Por sua vez, aos católicos adultos entre os 18 e 59 anos, além da abstinência de carne nestes dias, pede-se-lhes que também neles jejuem, isto é, que façam refeições mais moderadas, ao ponto de sentirem fome!
(Ah, e mantém-se o convite à partilha de bens e de tempo e atenção aos outros!)

3. Embora alguns católicos se distraiam destes deveres (ou ainda não descobriram o seu valor), a verdade é que outros muitos levam estes exercícios quaresmais muito a sério: não poucos jejuam quase todos os dias, ou mesmo todos os dias; oram mais e mais intensamente; e dão-se mais à caridade e à atenção às necessidades dos pobres.

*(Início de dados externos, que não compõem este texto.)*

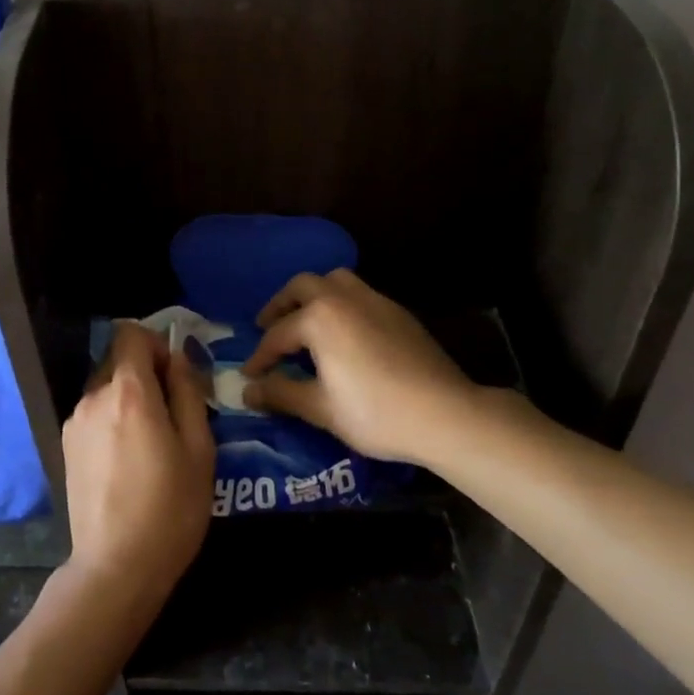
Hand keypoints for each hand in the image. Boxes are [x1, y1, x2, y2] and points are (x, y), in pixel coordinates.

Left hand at [60, 323, 215, 620]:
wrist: (116, 567)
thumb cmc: (170, 508)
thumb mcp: (198, 449)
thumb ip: (187, 393)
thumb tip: (176, 359)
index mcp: (128, 392)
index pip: (131, 334)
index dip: (155, 344)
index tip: (175, 375)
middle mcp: (93, 397)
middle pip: (118, 361)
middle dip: (146, 375)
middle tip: (171, 415)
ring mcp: (74, 422)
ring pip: (106, 389)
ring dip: (129, 400)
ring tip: (150, 444)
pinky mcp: (65, 446)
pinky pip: (95, 414)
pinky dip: (112, 420)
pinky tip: (127, 461)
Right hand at [242, 269, 531, 466]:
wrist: (445, 414)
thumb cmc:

Para isso não precisam que o sacerdote lhes diga que façam um tanto ou quanto, pois cada um ouve a sua consciência e, se bem formada, seguem os seus ditames.
Nesta Quaresma encontrei vários (e não apenas católicos adultos e amadurecidos) que se decidiram a visitar doentes ou sós, lhes arrumaram a casa – habitualmente uma pobre casucha –, lhes levaram comida que fizeram em casa, e remédios que pagaram da sua bolsa; rezaram com eles; e quando necessário, acompanharam-nos às consultas.
Sei de casos onde isso sucedeu e sucede com regularidade; e não o soube por vanglória, apenas por discretos ligeiros sinais que afloraram sem querer.

4. Não, não. E se, porventura, alguns sim, a maioria não o faz para salvar a alminha, como quem entrega um penhor; nem para exibir virtudes que o não sejam. Fazem-no porque do outro lado estão corações feridos, olhos marejados de solidão, e mãos que mirram sem pão e sem afecto. E quando eles entram o quarto se alumia!
É verdade que alguns fazem isto todo ano; e alguns só na Quaresma. Seja. É bom. E o que é bom não tem demora. Mas sei que na Quaresma alguns mais abrem as mãos, mais o coração, mais a alma, mais a bolsa, mais o olhar e a atenção. Ora, isso cansa. E alguns não descansam tanto assim. Não veem programas preferidos, nem consomem vídeos do youtube ou do tik-tok. Não se dão a gostos e até freiam a língua!
Parecendo que não, a caridade mói e cansa.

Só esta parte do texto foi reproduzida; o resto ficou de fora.